A case on point is United States v. Falco, 727 F.2d 659 (7th Cir.1984).2 The defendant, Falco, was charged with violating 18 U.S.C. § 659, by possessing goods shipped in interstate commerce that he knew had been stolen. See 727 F.2d at 661. The trial court allowed the government, as part of its case in chief, to introduce evidence of Falco’s four prior interstate theft convictions. See id. at 661-62. The court required, and the government made, no showing that the prior convictions involved facts similar to those of Falco’s new ease.

On appeal, Falco argued that, without specific evidence of factual similarity, the prior convictions were inadmissible to prove his knowledge in the current case. See id. at 662. In affirming Falco’s conviction, the Court of Appeals for the Seventh Circuit expressly rejected this argument:

The question of relevancy here does not turn on the “similarity” of prior events in the way it might if testimony of prior or subsequent acts, rather than certifications of convictions for the same or related statutory offenses, were involved. Similarity of the underlying facts of the crimes is not the only basis on which the prior convictions could be considered relevant. Rather, extrinsic evidence in the form of convictions may be relevant on the issue of knowledge if, apart from facts demonstrating the similarity of the physical elements of the acts that gave rise to the inference of knowledge in the prior or subsequent convictions, the extrinsic offenses represented by the convictions are “of such a nature that [their] commission involved the same knowledge required for the offense charged.”

Id. at 663 (citation omitted).

The court in Falco went on to “recognize that the probative value of the previous convictions would be enhanced and their relevance thus more readily established if the facts underlying those convictions that go to the issue of knowledge were similar to the facts in this case.” Id. The court nevertheless found that the prior convictions were in and of themselves sufficiently probative to pass Federal Rule of Evidence 404(b)’s threshold test of relevance. See id. at 664. In so finding, the court also observed:

Defendant was free to attempt to undercut the probative value of the prior convictions, and hence their relevance, by distinguishing the facts underlying the previous convictions in response to the government’s motion to admit. By failing to proffer such evidence, however, defendant allowed the determination of the relevance of the prior convictions to turn solely on whether the fact that defendant had previously been convicted of the same or similar statutory offense requiring knowledge of stolen goods was minimally probative on the issue of defendant’s knowledge in this ease.

*393Id. at 663 (footnotes omitted). Finally, after carefully weighing the circumstances of Fal-co’s case, the court concluded that the trial court had not abused its discretion in finding that the prejudicial potential of the prior crimes evidence did not outweigh its probative value. See id. at 666-67.

Falco is distinguishable from Calapp’s case in only one significant respect: in Falco, the prosecution was allowed to introduce the disputed evidence of prior convictions as part of its case in chief, before Falco advanced any claim of lack of knowledge; here, by contrast, the disputed evidence came in only on rebuttal, after Calapp seized the initiative by testifying that he was ignorant of the stolen nature of the jewelry.

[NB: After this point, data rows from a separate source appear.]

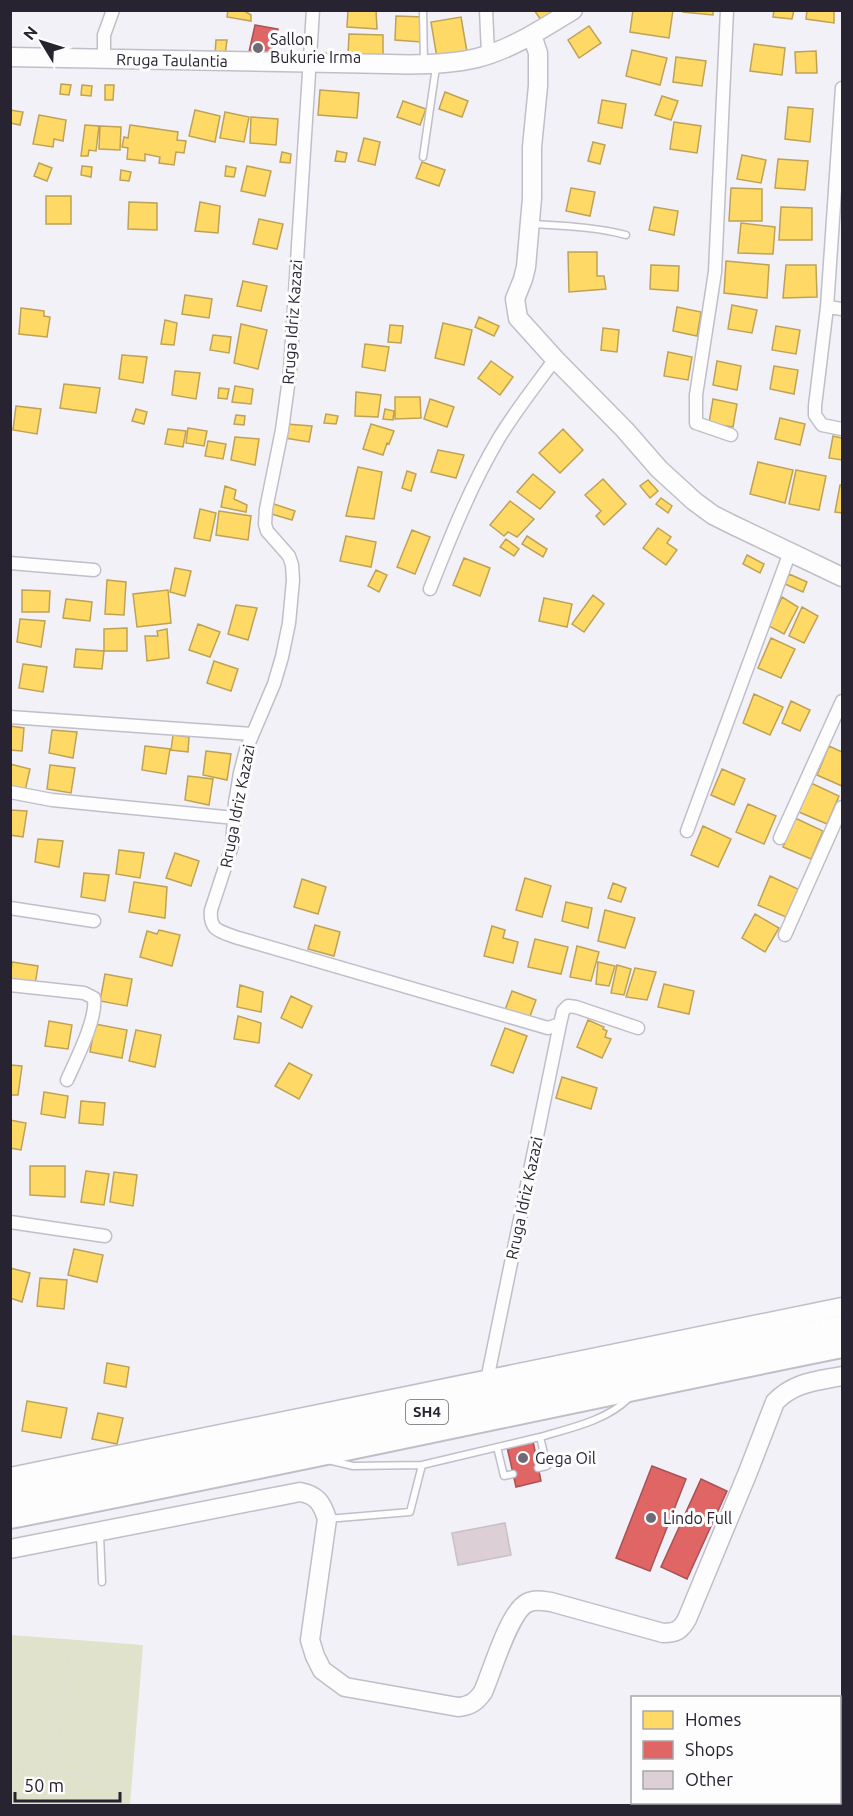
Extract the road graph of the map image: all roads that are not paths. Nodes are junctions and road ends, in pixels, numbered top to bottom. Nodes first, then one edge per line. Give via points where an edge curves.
1 (112, 10) edge
2 (313, 10) edge
3 (423, 10) edge
4 (486, 10) edge
5 (573, 10) edge
6 (727, 10) edge
7 (532, 35) junction
8 (488, 54) junction
9 (10, 57) edge
10 (105, 59) junction
11 (310, 63) junction
12 (430, 64) junction
13 (843, 88) edge
14 (423, 157) dead end
15 (838, 204) edge
16 (530, 224) junction
17 (626, 235) dead end
18 (827, 307) junction
19 (843, 309) edge
20 (555, 359) junction
21 (843, 429) edge
22 (732, 435) dead end
23 (790, 552) junction
24 (10, 563) edge
25 (94, 570) dead end
26 (843, 577) edge
27 (430, 589) dead end
28 (843, 701) edge
29 (10, 717) edge
30 (252, 734) junction
31 (10, 792) edge
32 (843, 807) edge
33 (235, 818) junction
34 (687, 831) dead end
35 (780, 838) dead end
36 (10, 908) edge
37 (94, 921) dead end
38 (785, 935) dead end
39 (10, 985) edge
40 (560, 1024) junction
41 (638, 1028) dead end
42 (67, 1080) dead end
43 (10, 1222) edge
44 (105, 1236) dead end
45 (843, 1307) edge
46 (843, 1327) edge
47 (843, 1346) edge
48 (843, 1376) edge
49 (487, 1380) junction
50 (640, 1387) junction
51 (543, 1436) junction
52 (497, 1447) junction
53 (315, 1455) junction
54 (422, 1465) junction
55 (538, 1468) dead end
56 (513, 1474) dead end
57 (10, 1477) edge
58 (10, 1495) edge
59 (10, 1517) edge
60 (327, 1519) junction
61 (99, 1531) junction
62 (10, 1549) edge
63 (102, 1582) dead end

1 - 10 street via 104,35
2 - 11 street, Rruga Idriz Kazazi
3 - 12 lane
4 - 8 street
5 - 7 street, Rruga Taulantia
6 - 22 street via 715,272 696,395 696,423
7 - 8 street, Rruga Taulantia
7 - 16 street via 538,68
8 - 12 street, Rruga Taulantia
9 - 10 street, Rruga Taulantia
10 - 11 street, Rruga Taulantia
11 - 12 street, Rruga Taulantia
11 - 30 street, Rruga Idriz Kazazi via 290,371 265,524 289,556 293,580 282,657
12 - 14 lane
13 - 15 street
15 - 18 street
16 - 17 lane
16 - 20 street via 526,267 515,299 516,309 518,318
18 - 19 street
18 - 21 street via 815,415 822,425
20 - 23 street via 685,493 713,514
20 - 27 street via 498,440
23 - 26 street
23 - 34 street
24 - 25 street
28 - 35 street
29 - 30 street
30 - 33 street, Rruga Idriz Kazazi via 240,773
31 - 33 street via 52,800
32 - 38 street
33 - 40 street, Rruga Idriz Kazazi via 232,846 211,910 210,920 216,929 548,1028
36 - 37 street
39 - 42 street via 84,993 94,998 91,1021
40 - 41 street via 568,1006
40 - 49 street, Rruga Idriz Kazazi
43 - 44 street
45 - 49 street
46 - 58 highway, SH4
47 - 50 highway, SH4
48 - 60 street via 794,1386 775,1402 682,1628 663,1633 551,1602 526,1603 512,1620 483,1692 468,1706 345,1687 322,1670 310,1640
49 - 57 street
50 - 51 lane via 614,1410
50 - 53 highway, SH4
51 - 52 lane
51 - 55 lane via 547,1466
52 - 54 lane
52 - 56 lane via 504,1476
53 - 54 lane via 353,1466
53 - 59 highway, SH4
54 - 60 lane via 410,1512
60 - 61 street via 318,1498 300,1492
61 - 62 street
61 - 63 lane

This distinction provides a far stronger justification for admission of the prior crimes evidence here than was present in Falco, for Calapp’s affirmative claim of ignorance begged for a response.

Nor can a compelling argument be.made that the disputed evidence of Calapp’s prior convictions was more prejudicial than probative. In context, proof of Calapp’s prior theft convictions did little more than lift the deceptive veil of ignorance that Calapp himself wove around his actions; the evidence thereby enabled the jury to assess the likely scope of Calapp’s knowledge from a realistic perspective: it allowed the jury to ask whether an experienced thief like Calapp could plausibly claim ignorance in the factual setting of this case. This is not an impermissible use of the prior convictions as propensity evidence.3

In the specific evidential setting of this case, Falco’s reasoning is sound and should be followed. In my view, the majority needlessly reverses an essentially errorless conviction.

Accordingly, I dissent.

. I do agree that Calapp's prior forgery conviction was not particularly relevant to establish his culpable mental state or discredit his claim of ignorance as to the stolen nature of the property involved in this case. Given my conclusion that Calapp’s theft convictions were properly admitted, however, any error in admitting the prior forgery was clearly harmless.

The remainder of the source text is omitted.